Which is exactly what I was saying. But you know how else I read this paragraph? To me at least this is saying that Hal knows he shouldn’t really be believing (as he admits his beliefs are not rational, which implies the rational position is not to believe) but that he can’t stop believing nevertheless, which is completely acceptable. And that is precisely the point I have been making for what feels like decades. The rational position that skeptics ought to take is atheism. It appears, at least so far as the above paragraph can be relied upon, that Hal is conceding that point, but can’t change how he feels, which is also perfectly acceptable; feelings are not something you reach through a rational process.

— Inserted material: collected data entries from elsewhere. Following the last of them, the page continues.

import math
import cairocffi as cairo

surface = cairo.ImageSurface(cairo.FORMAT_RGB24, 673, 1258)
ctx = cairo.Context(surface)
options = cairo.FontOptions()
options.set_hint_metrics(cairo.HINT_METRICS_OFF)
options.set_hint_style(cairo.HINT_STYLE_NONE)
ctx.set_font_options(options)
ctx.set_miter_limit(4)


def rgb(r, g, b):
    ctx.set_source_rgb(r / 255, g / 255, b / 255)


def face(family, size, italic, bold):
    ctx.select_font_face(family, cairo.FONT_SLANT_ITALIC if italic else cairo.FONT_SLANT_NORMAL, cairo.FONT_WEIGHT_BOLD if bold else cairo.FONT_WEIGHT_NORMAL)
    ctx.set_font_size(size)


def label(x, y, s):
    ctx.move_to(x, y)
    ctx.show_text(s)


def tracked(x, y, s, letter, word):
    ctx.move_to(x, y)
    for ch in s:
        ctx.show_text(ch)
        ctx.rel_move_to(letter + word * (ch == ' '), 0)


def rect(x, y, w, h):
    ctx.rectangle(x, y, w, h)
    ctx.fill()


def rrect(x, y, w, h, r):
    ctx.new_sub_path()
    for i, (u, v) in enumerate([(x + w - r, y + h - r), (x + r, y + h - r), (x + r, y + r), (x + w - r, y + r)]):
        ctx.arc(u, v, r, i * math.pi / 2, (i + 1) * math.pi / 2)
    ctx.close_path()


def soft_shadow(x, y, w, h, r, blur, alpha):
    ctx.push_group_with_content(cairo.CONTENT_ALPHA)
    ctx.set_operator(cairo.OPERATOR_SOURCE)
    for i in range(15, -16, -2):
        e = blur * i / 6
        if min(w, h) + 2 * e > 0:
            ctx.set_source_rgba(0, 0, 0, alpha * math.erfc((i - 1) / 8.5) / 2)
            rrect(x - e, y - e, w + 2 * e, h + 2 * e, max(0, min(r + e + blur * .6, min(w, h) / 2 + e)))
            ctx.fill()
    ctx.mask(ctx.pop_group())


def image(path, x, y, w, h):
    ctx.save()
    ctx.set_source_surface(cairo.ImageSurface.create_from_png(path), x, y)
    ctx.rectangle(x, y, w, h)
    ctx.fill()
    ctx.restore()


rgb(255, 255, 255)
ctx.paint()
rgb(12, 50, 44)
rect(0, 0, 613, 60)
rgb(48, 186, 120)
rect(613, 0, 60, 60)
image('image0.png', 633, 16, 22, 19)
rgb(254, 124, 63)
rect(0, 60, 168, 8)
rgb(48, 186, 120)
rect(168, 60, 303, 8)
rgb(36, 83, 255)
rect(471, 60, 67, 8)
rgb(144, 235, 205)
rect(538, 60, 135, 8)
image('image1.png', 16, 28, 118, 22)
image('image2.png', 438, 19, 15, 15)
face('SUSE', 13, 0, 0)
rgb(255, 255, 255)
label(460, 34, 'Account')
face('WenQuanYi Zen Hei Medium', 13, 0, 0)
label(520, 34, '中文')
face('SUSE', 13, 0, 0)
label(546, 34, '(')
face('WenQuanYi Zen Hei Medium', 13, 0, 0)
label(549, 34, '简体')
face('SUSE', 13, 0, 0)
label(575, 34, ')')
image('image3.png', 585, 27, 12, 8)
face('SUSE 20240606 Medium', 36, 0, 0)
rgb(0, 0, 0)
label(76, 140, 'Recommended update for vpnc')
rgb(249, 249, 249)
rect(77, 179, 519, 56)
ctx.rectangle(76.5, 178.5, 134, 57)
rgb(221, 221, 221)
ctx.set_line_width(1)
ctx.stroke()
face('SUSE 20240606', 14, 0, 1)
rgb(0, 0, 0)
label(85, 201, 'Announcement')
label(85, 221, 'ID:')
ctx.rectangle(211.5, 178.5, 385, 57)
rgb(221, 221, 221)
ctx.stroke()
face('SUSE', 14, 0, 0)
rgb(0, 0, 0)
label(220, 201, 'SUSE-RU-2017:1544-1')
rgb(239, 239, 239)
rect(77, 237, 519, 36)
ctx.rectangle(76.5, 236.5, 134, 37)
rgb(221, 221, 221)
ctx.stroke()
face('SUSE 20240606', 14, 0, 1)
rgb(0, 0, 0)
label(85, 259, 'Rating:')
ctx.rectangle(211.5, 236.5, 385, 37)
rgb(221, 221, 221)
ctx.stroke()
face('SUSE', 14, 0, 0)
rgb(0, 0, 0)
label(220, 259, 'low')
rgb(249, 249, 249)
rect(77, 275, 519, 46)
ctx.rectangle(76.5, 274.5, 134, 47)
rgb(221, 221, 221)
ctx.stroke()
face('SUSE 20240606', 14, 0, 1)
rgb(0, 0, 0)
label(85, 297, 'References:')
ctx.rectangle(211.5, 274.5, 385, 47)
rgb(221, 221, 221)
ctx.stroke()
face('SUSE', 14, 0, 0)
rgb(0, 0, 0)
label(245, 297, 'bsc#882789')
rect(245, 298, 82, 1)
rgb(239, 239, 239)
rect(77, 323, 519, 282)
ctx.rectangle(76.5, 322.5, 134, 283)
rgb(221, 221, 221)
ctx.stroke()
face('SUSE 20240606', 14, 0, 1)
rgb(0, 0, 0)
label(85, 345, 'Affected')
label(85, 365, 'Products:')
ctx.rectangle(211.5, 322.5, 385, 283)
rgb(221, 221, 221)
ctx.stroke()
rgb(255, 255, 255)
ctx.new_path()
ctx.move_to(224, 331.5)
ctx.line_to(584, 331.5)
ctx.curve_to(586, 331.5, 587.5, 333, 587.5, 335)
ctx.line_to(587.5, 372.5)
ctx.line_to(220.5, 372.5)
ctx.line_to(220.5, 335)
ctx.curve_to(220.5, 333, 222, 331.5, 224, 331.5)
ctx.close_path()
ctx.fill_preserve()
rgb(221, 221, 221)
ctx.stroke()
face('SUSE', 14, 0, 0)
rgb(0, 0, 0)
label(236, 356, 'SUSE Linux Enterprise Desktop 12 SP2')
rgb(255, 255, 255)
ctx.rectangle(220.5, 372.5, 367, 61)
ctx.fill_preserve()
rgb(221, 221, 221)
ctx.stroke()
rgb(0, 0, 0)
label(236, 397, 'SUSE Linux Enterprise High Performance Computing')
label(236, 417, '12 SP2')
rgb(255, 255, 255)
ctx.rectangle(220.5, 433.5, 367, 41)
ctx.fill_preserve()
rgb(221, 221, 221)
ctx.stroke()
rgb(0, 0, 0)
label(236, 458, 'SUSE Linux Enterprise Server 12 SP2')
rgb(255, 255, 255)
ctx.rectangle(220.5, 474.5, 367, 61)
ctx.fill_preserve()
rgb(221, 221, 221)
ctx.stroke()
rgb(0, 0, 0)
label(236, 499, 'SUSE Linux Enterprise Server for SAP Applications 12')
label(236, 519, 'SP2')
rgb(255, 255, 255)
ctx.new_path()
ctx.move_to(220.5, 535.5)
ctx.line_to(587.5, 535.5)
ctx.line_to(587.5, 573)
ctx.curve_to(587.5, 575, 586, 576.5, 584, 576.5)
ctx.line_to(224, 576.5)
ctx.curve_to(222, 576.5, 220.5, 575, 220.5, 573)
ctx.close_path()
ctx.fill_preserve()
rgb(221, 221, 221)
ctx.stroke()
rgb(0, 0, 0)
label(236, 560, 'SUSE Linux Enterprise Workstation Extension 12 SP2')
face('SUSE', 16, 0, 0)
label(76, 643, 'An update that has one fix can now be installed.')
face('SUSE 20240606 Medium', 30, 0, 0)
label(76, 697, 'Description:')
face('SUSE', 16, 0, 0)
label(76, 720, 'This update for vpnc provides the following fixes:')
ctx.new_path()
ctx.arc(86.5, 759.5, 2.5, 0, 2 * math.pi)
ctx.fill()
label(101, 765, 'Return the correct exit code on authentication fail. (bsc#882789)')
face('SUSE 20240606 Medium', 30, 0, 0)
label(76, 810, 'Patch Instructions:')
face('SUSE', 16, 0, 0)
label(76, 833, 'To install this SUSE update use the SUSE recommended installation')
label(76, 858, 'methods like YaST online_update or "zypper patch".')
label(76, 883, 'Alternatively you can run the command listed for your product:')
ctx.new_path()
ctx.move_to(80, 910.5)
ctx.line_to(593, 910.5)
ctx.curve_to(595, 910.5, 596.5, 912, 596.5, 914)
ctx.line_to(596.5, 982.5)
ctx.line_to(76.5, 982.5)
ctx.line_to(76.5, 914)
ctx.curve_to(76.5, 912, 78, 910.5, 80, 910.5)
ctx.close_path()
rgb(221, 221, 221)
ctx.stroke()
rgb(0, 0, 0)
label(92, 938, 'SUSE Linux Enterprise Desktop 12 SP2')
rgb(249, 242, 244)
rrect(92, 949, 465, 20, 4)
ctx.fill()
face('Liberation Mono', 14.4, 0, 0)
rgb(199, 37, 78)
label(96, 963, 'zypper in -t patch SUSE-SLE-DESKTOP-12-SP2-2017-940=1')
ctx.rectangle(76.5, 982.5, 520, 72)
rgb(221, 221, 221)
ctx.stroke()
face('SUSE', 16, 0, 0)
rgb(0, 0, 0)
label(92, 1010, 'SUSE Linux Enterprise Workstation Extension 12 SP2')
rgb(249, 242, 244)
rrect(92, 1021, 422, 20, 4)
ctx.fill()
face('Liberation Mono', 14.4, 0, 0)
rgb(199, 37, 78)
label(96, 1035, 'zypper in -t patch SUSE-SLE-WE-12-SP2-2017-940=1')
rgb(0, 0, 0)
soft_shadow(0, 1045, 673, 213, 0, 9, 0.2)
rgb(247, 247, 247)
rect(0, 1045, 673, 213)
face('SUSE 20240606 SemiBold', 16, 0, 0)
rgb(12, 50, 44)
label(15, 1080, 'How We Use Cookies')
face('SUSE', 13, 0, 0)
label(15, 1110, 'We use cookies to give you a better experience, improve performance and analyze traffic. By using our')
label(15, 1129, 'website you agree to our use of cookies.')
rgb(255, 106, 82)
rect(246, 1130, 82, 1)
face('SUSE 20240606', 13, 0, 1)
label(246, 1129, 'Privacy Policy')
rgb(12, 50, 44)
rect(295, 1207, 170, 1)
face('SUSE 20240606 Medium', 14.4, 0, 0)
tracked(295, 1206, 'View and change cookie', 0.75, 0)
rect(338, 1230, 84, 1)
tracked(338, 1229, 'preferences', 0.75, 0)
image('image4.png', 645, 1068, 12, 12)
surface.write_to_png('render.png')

But a religious person is not automatically an enemy of critical thinking or the scientific method. If someone decides to put aside rationality and believe in a higher power at an emotional level, it is unfair to say that this precludes them from being a skeptic. Unfortunately, what I see is a lot of atheists who say that any spiritual belief is simply bad thinking. Skeptics with faith are therefore often treated with condescension and considered stupid at best, hypocritical at worst. They are the black sheep of the skeptic family, tucked out of sight when company comes over.
This paragraph is very important and we ought to pay special attention to it. Faith, in and off itself, does not make one an enemy of critical thinking or science. Assuming the contrary would be a grave mistake. If someone decides to put aside rationality and believe in god, they are free to do that, but they must concede that they are putting aside rationality and that the rational position is not to believe; and that is all I’ve been, or should have been if I hadn’t been clear enough, advocating all along: skepticism must/should lead to atheism, but a skeptic should have the right to put skepticism aside so long as he openly and clearly accepts that he’s doing that. However, if he maintains that he is a religious skeptic AND he is not putting skepticism to the side when faith is concerned, that his faith is rational, that’s when I clear my throat and say: “Excuse me……”
So I guess, here at the end it seems that me and Masala are pretty much on the same page, tha we overall share a similar attitude towards this issue, with the most notable exception probably being my strong assertion that skepticism ought to lead to atheism, except that it doesn’t always because people should be allowed the right to take off their skeptical hats, so long as they understand and freely admit that is what they are in fact doing. I am not sure how this would apply to the christian skeptics; that would require long conversations with one of them, but my suspicion is that it would turn out that these folks would hold some sort of a hybrid deist-christian belief, not a purely christian one. Nevertheless, that belongs to another entry. Ramen!